From the Pyke Family of Firms April 2018 Newsletter
The first quarter of 2018 has been a rocky one, with volatility surging to levels not seen in several years, and investors awakened from the low- volatility environment of 2017. January saw record inflows into equity markets, with retail investors looking to take part of the gains enjoyed over the last several years, and outsized flows into technology stocks that have lead the rally. After the S&P 500 climbed over 6% in a matter of weeks to start the year, a massive unwind began in February as volatility exploded higher and equities experienced a violent, though brief correction of over 10%. Just as quickly as they fell, markets then rebounded back to positive territory, where they remain as of this writing.
One phenomenon contributing to the recent market turbulence was skyrocketing bond yields, as the 10 year Treasury rate rose over 20% in the first several weeks of 2018 and now sits over 40% higher than the lows of 2017. This remarkable move in rates directly impacts a number of factors in both the real economy and financial markets, as borrowing costs, corporate profitability, consumer financing, and valuation metrics all rapidly adjusted to a regime of higher rates. With the Federal Reserve continuing on their path of tightening monetary policy through reduced bond purchases and increasing short-term borrowing costs to keep a lid on inflation and financial excesses, it appears likely that higher rates are here to stay.

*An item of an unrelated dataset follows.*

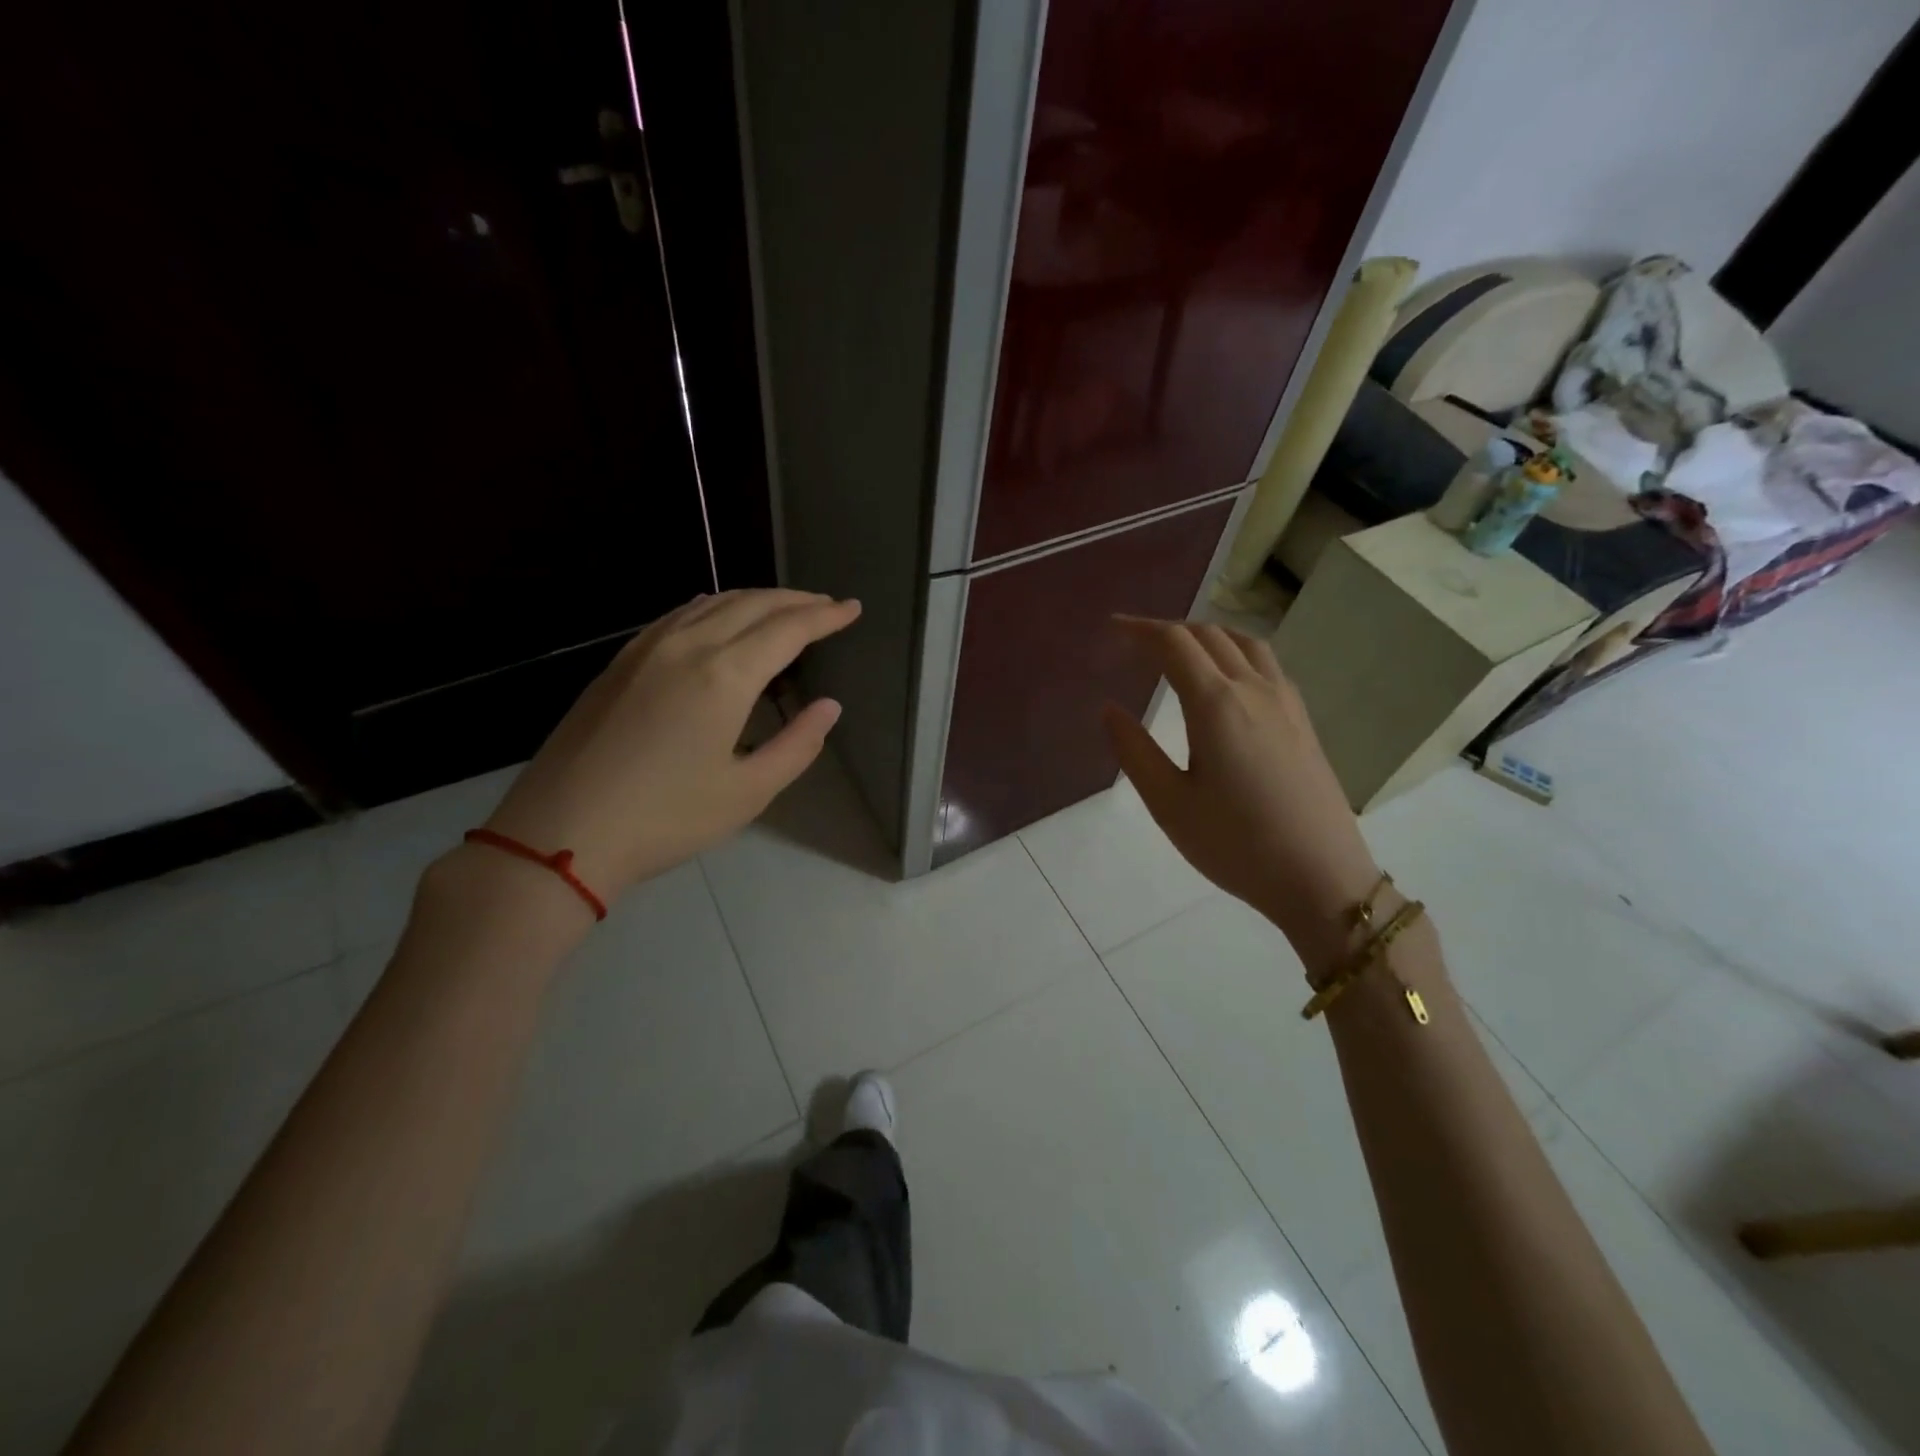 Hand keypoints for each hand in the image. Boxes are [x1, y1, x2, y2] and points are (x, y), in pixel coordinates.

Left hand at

The global economic expansion continues to move forward at a steady pace, as fundamentals improve and earnings surprise to the upside. Europe appears to have finally turned a corner, with a pickup in prices and economic growth, as the European Central Bank leaves their foot on the accelerator for now and governments have eased their fiscal restraint. Even Japan, after decades of stagnation, looks to be moving in the right direction as corporate profitability moves higher. The biggest opportunity could likely be emerging markets, where after lagging for most of the last decade, markets look attractively priced and dollar weakness, coupled with outsized revenue and earnings growth, could propel stock prices higher.
The biggest unknowns and possible upsets looking into the second quarter are likely political shocks, an overly aggressive Federal Reserve, trade wars, or lackluster earnings reports. The ongoing drama within Washington contin- ues to plague investors, as stability is the market’s friend. As more noise clouds actual policy action, significant disruptions appear unlikely, particularly as markets are becoming ever more accustomed to political wrangling from the “Swamp”. Trade issues are likely to be the biggest threat out of Washing- ton to the current bull market, if tariffs and other tactics turn ugly and result in an escalating trade war. A more consistent interloper to market expansions is the Federal Reserve, who has a consistent record of overshooting rate hikes and removing the punch bowl from the party too soon. For now, however, the most likely culprit in our view of trouble ahead could be surprises in corporate earnings that miss estimates. As the fundamental driver of equity prices which are currently priced with very high expectations, any disappointments could portend trouble for investors.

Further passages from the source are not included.